L’Afrique doit profiter de cette urgence pour mieux se projeter dans un futur plus prometteur. C’est le sens de la tribune de 100 intellectuels africains, dans laquelle ils déclarent que « les dirigeants africains peuvent et doivent proposer à leurs sociétés une nouvelle idée politique de l’Afrique ».

Si on peut saluer la mobilisation sur le plan institutionnel de la Commission de l’Union africaine et de la présidence en exercice de cette organisation, il est temps de faire appel aux forces vives du continent dans leur diversité pour repenser l’Afrique dans sa globalité et à travers les outils de développement qui sont déjà mis en place ou qui sont à créer.

La crise que nous traversons a révélé un fort désir de bonne gouvernance des Africains.

Il s’agit notamment de la Zone de libre-échange continentale en Afrique (Zleca) et de l’Agenda 2063, qui englobent les principaux programmes de croissance économique et de développement du continent.

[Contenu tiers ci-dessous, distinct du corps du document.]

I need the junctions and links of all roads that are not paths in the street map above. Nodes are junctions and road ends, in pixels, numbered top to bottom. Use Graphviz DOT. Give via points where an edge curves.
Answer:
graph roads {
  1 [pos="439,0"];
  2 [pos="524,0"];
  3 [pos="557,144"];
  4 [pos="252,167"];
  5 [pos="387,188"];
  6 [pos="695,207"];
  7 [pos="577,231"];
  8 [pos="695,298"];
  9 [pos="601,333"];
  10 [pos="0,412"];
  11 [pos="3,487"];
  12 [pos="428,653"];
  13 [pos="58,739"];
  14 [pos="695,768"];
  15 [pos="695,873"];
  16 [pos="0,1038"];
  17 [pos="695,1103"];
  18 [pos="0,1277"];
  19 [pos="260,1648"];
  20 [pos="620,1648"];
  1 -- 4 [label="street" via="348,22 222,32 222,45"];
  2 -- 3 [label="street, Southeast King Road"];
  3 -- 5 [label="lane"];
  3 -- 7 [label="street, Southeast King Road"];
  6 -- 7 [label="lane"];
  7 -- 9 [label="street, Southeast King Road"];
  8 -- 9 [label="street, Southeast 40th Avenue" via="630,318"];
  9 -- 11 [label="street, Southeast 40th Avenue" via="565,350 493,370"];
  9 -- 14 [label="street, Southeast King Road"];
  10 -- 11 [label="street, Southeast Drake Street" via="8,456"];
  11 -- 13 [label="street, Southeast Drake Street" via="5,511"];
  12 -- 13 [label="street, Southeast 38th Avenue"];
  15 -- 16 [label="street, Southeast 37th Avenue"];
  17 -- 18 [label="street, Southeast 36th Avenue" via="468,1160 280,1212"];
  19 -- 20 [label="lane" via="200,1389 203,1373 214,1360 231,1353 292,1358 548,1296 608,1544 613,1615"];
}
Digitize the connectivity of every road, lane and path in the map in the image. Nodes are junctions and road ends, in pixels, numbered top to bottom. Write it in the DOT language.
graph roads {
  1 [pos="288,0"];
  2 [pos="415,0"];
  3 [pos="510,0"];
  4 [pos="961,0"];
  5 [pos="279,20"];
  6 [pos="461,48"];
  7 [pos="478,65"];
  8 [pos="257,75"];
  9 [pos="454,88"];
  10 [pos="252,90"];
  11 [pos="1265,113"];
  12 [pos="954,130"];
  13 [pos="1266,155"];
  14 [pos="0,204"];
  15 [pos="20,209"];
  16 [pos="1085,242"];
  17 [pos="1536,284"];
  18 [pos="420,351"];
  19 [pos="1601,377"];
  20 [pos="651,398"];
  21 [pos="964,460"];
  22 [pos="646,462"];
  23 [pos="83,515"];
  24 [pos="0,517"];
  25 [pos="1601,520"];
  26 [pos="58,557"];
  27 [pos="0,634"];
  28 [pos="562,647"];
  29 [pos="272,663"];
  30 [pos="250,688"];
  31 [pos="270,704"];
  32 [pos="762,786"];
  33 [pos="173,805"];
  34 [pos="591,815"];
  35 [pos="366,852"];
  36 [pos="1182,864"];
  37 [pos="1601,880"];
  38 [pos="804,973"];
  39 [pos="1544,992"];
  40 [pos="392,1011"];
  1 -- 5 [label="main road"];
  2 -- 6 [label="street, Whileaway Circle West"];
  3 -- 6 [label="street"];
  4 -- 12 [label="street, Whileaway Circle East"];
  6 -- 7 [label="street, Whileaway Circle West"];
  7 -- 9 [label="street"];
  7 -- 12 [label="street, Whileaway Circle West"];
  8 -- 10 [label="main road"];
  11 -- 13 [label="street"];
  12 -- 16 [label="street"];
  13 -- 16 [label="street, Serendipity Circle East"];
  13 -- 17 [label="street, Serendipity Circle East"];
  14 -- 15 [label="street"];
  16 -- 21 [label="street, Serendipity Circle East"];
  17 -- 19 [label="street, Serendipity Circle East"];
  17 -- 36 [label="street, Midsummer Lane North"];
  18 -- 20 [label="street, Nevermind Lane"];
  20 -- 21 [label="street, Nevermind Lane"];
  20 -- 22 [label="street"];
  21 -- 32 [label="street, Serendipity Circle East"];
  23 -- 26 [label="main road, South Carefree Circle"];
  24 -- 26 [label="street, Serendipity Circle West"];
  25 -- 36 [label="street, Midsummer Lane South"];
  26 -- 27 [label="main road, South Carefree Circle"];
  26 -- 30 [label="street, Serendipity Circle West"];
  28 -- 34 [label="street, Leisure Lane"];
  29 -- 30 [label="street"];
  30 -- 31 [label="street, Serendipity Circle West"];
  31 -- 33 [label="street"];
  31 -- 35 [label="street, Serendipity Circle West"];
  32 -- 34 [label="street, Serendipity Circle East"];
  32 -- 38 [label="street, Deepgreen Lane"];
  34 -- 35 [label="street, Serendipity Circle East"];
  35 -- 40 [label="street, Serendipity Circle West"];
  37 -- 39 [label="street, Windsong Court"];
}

Des défis comme le financement de la lutte contre le terrorisme et l’emploi des jeunes méritent des solutions plus innovantes et efficaces.

La crise que nous traversons a révélé un fort désir des Africains de débattre sur le devenir de leur continent, un fort désir de bonne gouvernance. D’où ma proposition d’ouvrir le débat à l’occasion d’une Conférence des peuples pour la relance de l’Afrique.

Cette conférence ne sera ni une de plus ni un folklore. Des représentants de chaque segment de la société dans nos pays pourront, à travers leurs propositions, compléter les outils de développement déjà en place. S’appuyer sur l’urgence pour bâtir de nouvelles perspectives, c’est le nouveau choix qui s’impose à l’Union africaine. Des solutions inspirées par les peuples et pour les peuples. Une façon de revenir à l’idéal démocratique et panafricaniste.